Los guardias de seguridad se miran entre sí. Uno de ellos toma el celular y habla rápido:
—Emergencia. Ahora. Nivel uno. Señora Marville.
No sé cuánto tiempo pasa. Pueden ser segundos. Pueden ser minutos. Mis rodillas se doblan. Y entonces una presencia familiar rasga el escenario.
Derek surge corriendo, sin saco, camisa semiabierta, corbata suelta, como si hubiera volado los pisos de la escalera. Su mirada está completamente fuera de control, verde oscuro, casi negra.
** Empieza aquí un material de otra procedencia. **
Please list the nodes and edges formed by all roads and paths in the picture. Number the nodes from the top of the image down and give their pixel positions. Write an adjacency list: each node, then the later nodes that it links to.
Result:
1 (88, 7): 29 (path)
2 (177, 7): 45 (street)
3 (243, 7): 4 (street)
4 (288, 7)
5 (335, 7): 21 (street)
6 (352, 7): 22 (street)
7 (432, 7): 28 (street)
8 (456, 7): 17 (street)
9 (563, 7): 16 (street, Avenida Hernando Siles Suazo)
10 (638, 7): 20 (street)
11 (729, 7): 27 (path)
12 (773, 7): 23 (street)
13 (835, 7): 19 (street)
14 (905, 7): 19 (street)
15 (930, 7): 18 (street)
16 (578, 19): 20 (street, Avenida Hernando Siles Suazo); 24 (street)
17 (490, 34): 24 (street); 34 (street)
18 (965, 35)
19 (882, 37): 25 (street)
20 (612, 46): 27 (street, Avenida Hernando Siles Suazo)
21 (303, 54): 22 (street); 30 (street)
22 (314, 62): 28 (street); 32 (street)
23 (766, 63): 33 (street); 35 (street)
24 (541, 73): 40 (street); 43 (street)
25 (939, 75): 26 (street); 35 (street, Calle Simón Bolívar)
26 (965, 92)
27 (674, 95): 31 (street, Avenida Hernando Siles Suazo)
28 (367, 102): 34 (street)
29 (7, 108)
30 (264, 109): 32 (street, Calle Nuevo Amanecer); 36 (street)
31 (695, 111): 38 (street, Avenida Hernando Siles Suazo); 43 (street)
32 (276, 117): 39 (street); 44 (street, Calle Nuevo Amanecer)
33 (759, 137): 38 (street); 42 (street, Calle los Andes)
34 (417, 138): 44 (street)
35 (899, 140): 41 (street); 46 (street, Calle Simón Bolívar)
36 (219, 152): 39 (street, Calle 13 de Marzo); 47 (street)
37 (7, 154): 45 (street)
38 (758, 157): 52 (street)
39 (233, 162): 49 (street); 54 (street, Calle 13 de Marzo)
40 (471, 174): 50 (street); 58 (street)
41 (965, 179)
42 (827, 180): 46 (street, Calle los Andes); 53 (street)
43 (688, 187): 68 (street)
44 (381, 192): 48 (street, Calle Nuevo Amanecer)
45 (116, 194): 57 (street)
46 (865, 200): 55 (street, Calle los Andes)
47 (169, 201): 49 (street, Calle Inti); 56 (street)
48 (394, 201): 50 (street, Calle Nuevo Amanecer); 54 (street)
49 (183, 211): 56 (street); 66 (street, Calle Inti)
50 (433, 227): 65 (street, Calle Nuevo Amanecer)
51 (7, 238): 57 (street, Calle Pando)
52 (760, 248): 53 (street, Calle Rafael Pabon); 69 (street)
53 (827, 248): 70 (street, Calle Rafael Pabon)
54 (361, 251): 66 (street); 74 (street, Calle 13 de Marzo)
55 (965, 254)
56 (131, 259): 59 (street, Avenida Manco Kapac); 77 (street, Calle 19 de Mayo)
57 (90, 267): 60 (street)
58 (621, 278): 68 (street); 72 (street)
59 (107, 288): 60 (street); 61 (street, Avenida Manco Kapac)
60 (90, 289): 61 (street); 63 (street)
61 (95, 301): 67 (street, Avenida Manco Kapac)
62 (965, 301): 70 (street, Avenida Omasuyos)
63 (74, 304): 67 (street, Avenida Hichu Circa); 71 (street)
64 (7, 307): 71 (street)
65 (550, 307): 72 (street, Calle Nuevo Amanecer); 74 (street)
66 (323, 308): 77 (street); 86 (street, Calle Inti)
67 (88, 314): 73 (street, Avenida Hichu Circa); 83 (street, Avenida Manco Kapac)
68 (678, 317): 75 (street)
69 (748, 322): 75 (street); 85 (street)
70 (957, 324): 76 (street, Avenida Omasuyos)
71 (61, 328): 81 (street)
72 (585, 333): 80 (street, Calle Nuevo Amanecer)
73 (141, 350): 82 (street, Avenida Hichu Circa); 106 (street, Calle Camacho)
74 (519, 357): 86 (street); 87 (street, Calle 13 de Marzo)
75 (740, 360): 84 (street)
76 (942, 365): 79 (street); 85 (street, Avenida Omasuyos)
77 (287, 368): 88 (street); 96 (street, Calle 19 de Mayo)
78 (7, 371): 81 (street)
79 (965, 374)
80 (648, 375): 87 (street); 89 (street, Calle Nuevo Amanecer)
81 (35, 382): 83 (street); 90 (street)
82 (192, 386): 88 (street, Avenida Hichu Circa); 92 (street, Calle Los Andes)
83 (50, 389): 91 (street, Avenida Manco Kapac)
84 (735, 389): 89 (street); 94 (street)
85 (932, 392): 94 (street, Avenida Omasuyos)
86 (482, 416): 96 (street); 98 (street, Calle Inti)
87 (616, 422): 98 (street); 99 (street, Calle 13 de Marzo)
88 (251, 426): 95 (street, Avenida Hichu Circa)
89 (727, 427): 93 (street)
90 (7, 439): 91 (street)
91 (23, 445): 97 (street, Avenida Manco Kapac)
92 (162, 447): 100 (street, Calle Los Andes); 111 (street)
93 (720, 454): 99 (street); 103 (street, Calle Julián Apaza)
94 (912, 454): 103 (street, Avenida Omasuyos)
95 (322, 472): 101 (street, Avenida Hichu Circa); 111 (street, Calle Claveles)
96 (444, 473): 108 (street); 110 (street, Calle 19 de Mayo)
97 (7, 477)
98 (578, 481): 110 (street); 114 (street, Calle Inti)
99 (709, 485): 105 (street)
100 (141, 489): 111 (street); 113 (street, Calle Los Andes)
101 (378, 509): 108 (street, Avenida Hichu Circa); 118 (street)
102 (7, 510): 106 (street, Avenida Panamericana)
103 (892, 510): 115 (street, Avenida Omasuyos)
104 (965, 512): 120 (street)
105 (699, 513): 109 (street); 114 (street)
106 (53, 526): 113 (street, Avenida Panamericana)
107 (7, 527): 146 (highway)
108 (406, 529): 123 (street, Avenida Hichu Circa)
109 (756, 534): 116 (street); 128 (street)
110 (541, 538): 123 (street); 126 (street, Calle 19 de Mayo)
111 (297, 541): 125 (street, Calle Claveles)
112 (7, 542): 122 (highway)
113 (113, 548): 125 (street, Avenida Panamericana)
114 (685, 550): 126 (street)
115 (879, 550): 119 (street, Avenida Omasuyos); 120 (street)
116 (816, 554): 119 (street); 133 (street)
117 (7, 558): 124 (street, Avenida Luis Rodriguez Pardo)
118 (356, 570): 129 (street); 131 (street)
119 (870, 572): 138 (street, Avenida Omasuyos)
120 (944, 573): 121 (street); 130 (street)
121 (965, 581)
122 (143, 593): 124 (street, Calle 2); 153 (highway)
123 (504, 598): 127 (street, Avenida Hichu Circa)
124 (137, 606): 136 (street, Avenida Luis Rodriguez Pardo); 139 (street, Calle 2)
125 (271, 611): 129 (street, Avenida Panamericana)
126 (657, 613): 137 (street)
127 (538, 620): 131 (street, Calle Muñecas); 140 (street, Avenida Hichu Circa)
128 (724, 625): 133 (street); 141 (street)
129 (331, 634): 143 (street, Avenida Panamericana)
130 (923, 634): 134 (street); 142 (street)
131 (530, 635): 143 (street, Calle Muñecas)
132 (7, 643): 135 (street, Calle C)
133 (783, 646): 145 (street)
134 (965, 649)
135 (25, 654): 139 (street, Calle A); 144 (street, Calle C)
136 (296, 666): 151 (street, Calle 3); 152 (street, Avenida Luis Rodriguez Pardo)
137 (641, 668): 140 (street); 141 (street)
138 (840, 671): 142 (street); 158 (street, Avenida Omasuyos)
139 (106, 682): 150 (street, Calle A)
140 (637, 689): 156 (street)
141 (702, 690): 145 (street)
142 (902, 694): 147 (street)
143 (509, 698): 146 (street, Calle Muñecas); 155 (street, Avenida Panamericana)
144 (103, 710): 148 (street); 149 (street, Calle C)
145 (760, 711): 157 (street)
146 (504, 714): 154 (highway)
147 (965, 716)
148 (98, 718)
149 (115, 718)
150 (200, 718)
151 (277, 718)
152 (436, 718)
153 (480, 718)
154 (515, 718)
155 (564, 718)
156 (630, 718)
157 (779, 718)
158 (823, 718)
—¡Damares! — llega a mi lado, sujetándome antes de que me derrumbe del todo — ¿Qué pasó? ¿Dónde te duele? ¿Estás sintiendo contracciones? ¿Hay sangre?
Intento hablar, pero solo consigo mostrar las piernas mojadas y sujetar más fuerte la barriga.
—Yo… yo pensé que era sangre… o la bolsa… no sé…
Él mira al suelo, a los hermanos caídos e inmovilizados, a los guardias de seguridad. Su mandíbula se tensa de una manera que nunca he visto.
—Fueron ellos. — uno de los guardias informa — Intento de secuestro. La señora reaccionó. Llegamos a tiempo.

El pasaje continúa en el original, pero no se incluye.